La invasión se materializa
Finalmente, los dos pretendientes reúnen sus fuerzas. Tostig venía del sur, del Canal de La Mancha; Hardrada, del norte, de las Orcadas (a donde habían llegado procedentes de Noruega). El ejército debía ser considerable. Hasta 10.000 pudo aportar el rey noruego, menos de 3000 proporcionaría Tostig (DeVries y Livingstone, 2019: 38). Es muy difícil precisar las cifras concretas. Sea como fuere, el contingente era nutrido ¿Sería suficiente para derrocar al recién coronado?
Atacan, saquean, devastan la costa. Así es como se inicia una invasión, con muertes y destrucción. Ninguno de los líderes, ninguno de los guerreros, venía de paseo. Finalmente, entran en el estuario del Humber. Desembarcan a 16 kilómetros de York, la gran ciudad del norte (DeVries y Livingstone, 2019: 38). El primer objetivo estaba claro, aquella sería una gran base de operaciones. Un trampolín desde el que despegar. La conquista pasaba por York. Pero había enemigos, no parecía que fuesen a huir. Habrían de acabar con ellos. Dos condes serían la primera piedra en el camino.
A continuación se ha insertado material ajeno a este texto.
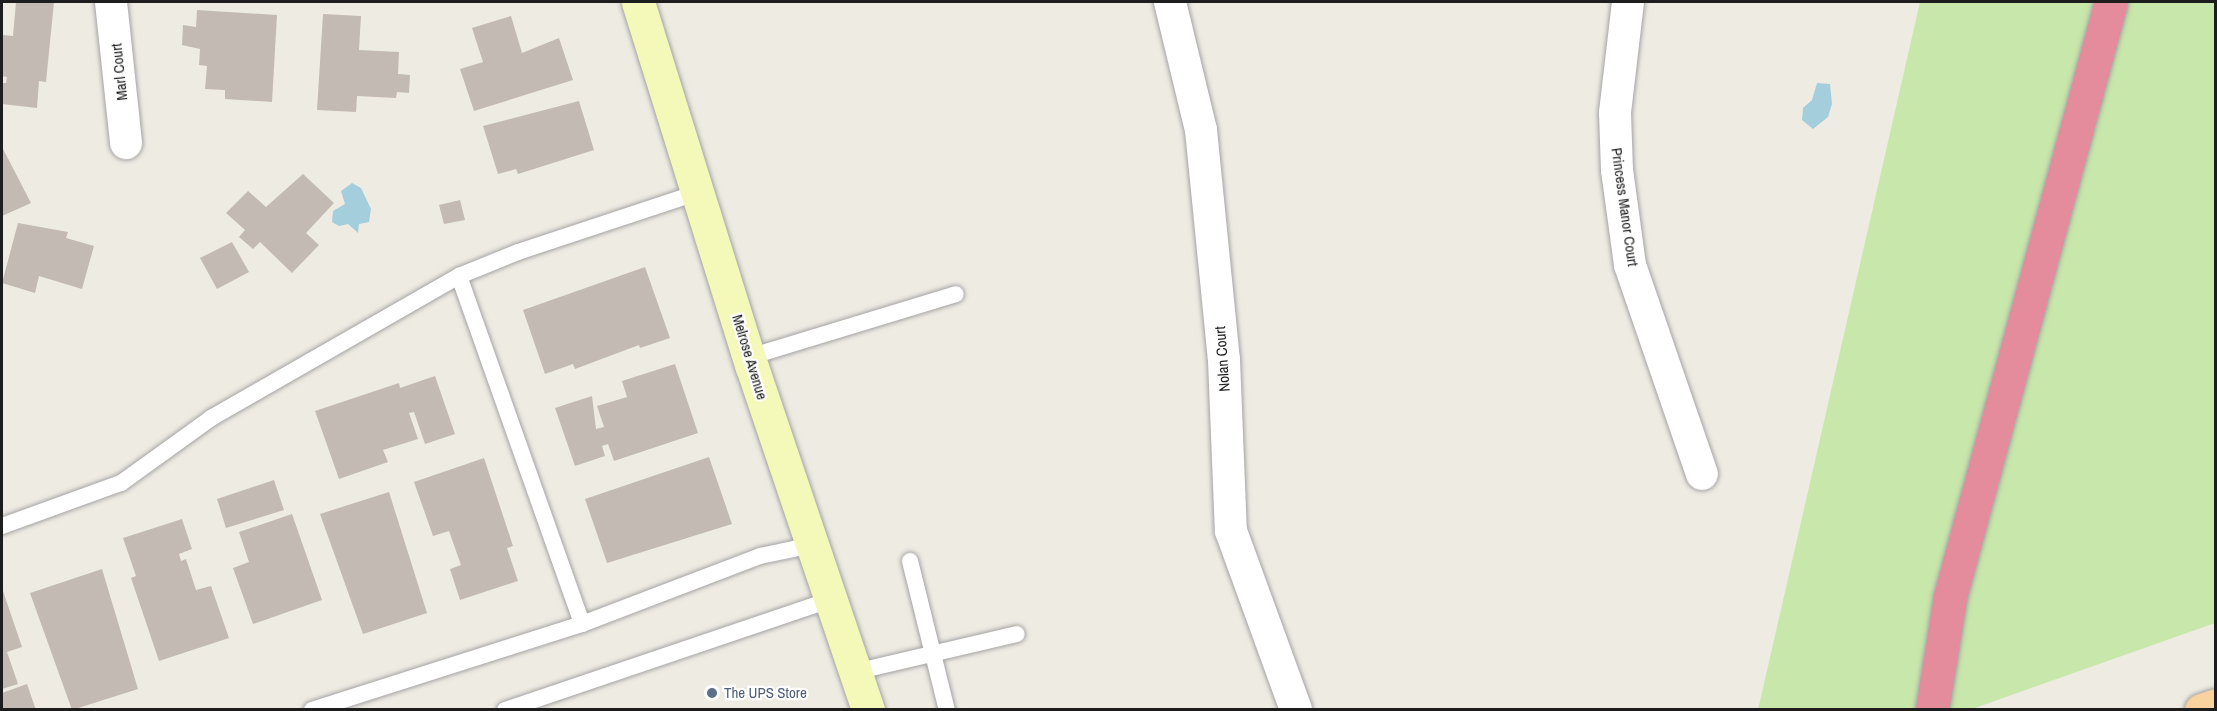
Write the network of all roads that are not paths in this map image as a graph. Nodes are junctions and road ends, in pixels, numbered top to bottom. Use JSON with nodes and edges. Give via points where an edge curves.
{"nodes":[{"id":1,"x":111,"y":2,"type":"edge"},
{"id":2,"x":638,"y":2,"type":"edge"},
{"id":3,"x":1170,"y":2,"type":"edge"},
{"id":4,"x":1628,"y":2,"type":"edge"},
{"id":5,"x":2111,"y":2,"type":"edge"},
{"id":6,"x":126,"y":143,"type":"dead end"},
{"id":7,"x":699,"y":192,"type":"junction"},
{"id":8,"x":459,"y":276,"type":"junction"},
{"id":9,"x":956,"y":294,"type":"dead end"},
{"id":10,"x":749,"y":357,"type":"junction"},
{"id":11,"x":1701,"y":474,"type":"dead end"},
{"id":12,"x":2,"y":526,"type":"edge"},
{"id":13,"x":812,"y":545,"type":"junction"},
{"id":14,"x":910,"y":561,"type":"dead end"},
{"id":15,"x":830,"y":600,"type":"junction"},
{"id":16,"x":582,"y":624,"type":"junction"},
{"id":17,"x":1017,"y":634,"type":"dead end"},
{"id":18,"x":930,"y":654,"type":"junction"},
{"id":19,"x":855,"y":672,"type":"junction"},
{"id":20,"x":2216,"y":705,"type":"edge"},
{"id":21,"x":2202,"y":709,"type":"edge"},
{"id":22,"x":312,"y":710,"type":"edge"},
{"id":23,"x":505,"y":710,"type":"edge"},
{"id":24,"x":868,"y":710,"type":"edge"},
{"id":25,"x":946,"y":710,"type":"edge"},
{"id":26,"x":1296,"y":710,"type":"edge"},
{"id":27,"x":1932,"y":710,"type":"edge"}],
"edges":[{"from":1,"to":6,"type":"street","name":"Marl Court"},
{"from":2,"to":7,"type":"street","name":"Melrose Avenue"},
{"from":3,"to":26,"type":"street","name":"Nolan Court","via":[[1201,130],[1224,360],[1231,531]]},
{"from":4,"to":11,"type":"street","name":"Princess Manor Court","via":[[1615,114],[1617,170],[1630,265]]},
{"from":5,"to":27,"type":"highway","via":[[1950,597]]},
{"from":7,"to":8,"type":"lane","via":[[518,252]]},
{"from":7,"to":10,"type":"street","name":"Melrose Avenue"},
{"from":8,"to":12,"type":"lane","via":[[211,418],[121,483]]},
{"from":8,"to":16,"type":"lane"},
{"from":9,"to":10,"type":"lane"},
{"from":10,"to":13,"type":"street","name":"Melrose Avenue"},
{"from":13,"to":15,"type":"street","name":"Melrose Avenue"},
{"from":13,"to":16,"type":"lane","via":[[760,556]]},
{"from":14,"to":18,"type":"lane"},
{"from":15,"to":19,"type":"street","name":"Melrose Avenue"},
{"from":15,"to":23,"type":"lane"},
{"from":16,"to":22,"type":"lane"},
{"from":17,"to":18,"type":"lane"},
{"from":18,"to":19,"type":"lane"},
{"from":18,"to":25,"type":"lane"},
{"from":19,"to":24,"type":"street","name":"Melrose Avenue"},
{"from":20,"to":21,"type":"main road"}]}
Morcar de Northumbria y Edwin de Mercia habían llamado a sus levas. Las fuentes nos transmiten que ambos habían exprimido sus condados. Era la única manera de no ser arrasados. Valientes y decididos, los condes se interpusieron en el camino del ejército. El lugar elegido era propicio: un cuello de botella natural. Allí, en Fulford Gate, tendrían los invasores su primera prueba de fuego. Los condes debían ser grandes guerreros pues la batalla fue dura. Las tropas de Tostig llegaron a huir (Bennett, 2011: 35).
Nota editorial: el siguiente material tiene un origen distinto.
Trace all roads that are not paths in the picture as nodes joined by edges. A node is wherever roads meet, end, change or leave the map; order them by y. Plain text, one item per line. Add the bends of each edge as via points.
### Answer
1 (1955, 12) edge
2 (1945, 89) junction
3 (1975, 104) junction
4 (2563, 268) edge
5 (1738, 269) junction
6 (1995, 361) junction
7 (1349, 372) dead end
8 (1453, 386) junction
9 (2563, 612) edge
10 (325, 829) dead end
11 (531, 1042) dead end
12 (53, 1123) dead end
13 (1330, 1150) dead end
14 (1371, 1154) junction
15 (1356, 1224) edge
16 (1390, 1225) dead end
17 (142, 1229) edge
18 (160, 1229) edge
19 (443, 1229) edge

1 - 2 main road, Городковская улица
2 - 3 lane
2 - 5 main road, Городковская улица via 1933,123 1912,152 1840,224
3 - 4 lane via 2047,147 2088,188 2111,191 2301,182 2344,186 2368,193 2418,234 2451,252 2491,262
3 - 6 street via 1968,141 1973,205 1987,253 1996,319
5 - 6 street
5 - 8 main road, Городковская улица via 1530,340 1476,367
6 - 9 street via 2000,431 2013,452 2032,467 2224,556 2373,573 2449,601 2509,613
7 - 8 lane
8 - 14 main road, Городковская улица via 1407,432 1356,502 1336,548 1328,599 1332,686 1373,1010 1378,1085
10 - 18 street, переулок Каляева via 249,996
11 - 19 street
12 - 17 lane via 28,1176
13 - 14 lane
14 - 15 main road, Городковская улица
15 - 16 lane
Ese era el principio del fin de cualquier enfrentamiento. Pero los duros hombres de Hardrada no se contagiaron. Permanecieron firmes y las tornas cambiaron. Los condes fueron masacrados. “Los muertos yacían allí tan hacinados que los noruegos podrían atravesar el pantano sin mojarse los pies” dicen las fuentes (DeVries y Livingstone, 2019: 39). 20 de septiembre, primera victoria. 24 de septiembre, York se rinde, segunda victoria.
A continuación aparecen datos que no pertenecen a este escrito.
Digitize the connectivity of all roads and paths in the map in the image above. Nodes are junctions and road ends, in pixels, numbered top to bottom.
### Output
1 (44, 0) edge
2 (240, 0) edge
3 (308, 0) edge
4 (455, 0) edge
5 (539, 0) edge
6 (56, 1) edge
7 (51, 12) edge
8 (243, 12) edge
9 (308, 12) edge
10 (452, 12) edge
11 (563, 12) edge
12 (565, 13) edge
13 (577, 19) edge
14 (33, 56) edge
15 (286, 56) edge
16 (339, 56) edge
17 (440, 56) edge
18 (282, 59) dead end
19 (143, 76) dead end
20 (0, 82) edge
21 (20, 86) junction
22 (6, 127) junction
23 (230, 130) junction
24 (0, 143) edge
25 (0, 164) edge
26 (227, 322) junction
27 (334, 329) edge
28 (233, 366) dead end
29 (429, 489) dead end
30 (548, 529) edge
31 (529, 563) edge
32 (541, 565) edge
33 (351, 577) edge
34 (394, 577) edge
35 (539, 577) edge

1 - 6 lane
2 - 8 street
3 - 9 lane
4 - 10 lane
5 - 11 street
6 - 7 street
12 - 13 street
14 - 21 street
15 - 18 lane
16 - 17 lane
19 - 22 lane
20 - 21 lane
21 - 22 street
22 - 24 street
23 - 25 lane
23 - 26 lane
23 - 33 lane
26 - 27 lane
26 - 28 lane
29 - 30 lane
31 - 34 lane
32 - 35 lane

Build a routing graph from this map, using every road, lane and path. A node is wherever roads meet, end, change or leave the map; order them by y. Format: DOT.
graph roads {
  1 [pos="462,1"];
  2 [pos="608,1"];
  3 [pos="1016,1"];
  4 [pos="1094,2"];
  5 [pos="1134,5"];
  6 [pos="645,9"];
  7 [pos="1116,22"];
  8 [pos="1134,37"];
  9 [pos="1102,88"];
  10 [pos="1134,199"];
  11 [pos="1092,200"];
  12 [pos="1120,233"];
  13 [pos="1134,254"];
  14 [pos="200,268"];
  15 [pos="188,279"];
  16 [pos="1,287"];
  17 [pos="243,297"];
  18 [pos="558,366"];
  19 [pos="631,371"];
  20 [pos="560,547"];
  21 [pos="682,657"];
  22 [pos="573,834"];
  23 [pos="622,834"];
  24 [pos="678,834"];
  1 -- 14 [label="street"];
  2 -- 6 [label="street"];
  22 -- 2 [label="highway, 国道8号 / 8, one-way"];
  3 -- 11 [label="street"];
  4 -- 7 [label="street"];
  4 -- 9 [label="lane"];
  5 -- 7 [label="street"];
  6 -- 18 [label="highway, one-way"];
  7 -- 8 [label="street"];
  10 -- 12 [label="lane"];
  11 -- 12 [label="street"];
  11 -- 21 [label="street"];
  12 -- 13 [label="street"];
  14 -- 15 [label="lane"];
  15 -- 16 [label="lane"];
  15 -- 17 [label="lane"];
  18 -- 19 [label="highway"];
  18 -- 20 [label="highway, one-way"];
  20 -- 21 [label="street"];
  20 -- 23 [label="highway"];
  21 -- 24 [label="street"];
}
No podemos saber qué creían los invasores que iba a hacer Haroldo. El rey, eso sí, parece que lo tuvo muy claro: movilización, enfrentamiento, todo o nada. La noticia le debió llegar a mediados de septiembre. Reunió a sus ejércitos en cuanto supo de la amenaza. Estaba en Londres a más de 320 kilómetros de York. El día en que sus condes eran derrotados, Harold partía hacia el norte. Cuatro días más tarde, solo cuatro, Harold estaba a 24 kilómetros de York. Utilizando la red de calzadas romanas, los anglosajones recorrieron la distancia que les separaba de sus enemigos (Hjardar y Vike, 2019: 288). Ochenta kilómetros diarios de marcha. Uno de los mayores logros militares de la Edad Media que buscaba precisamente lo que logró: pillar por sorpresa a sus rivales.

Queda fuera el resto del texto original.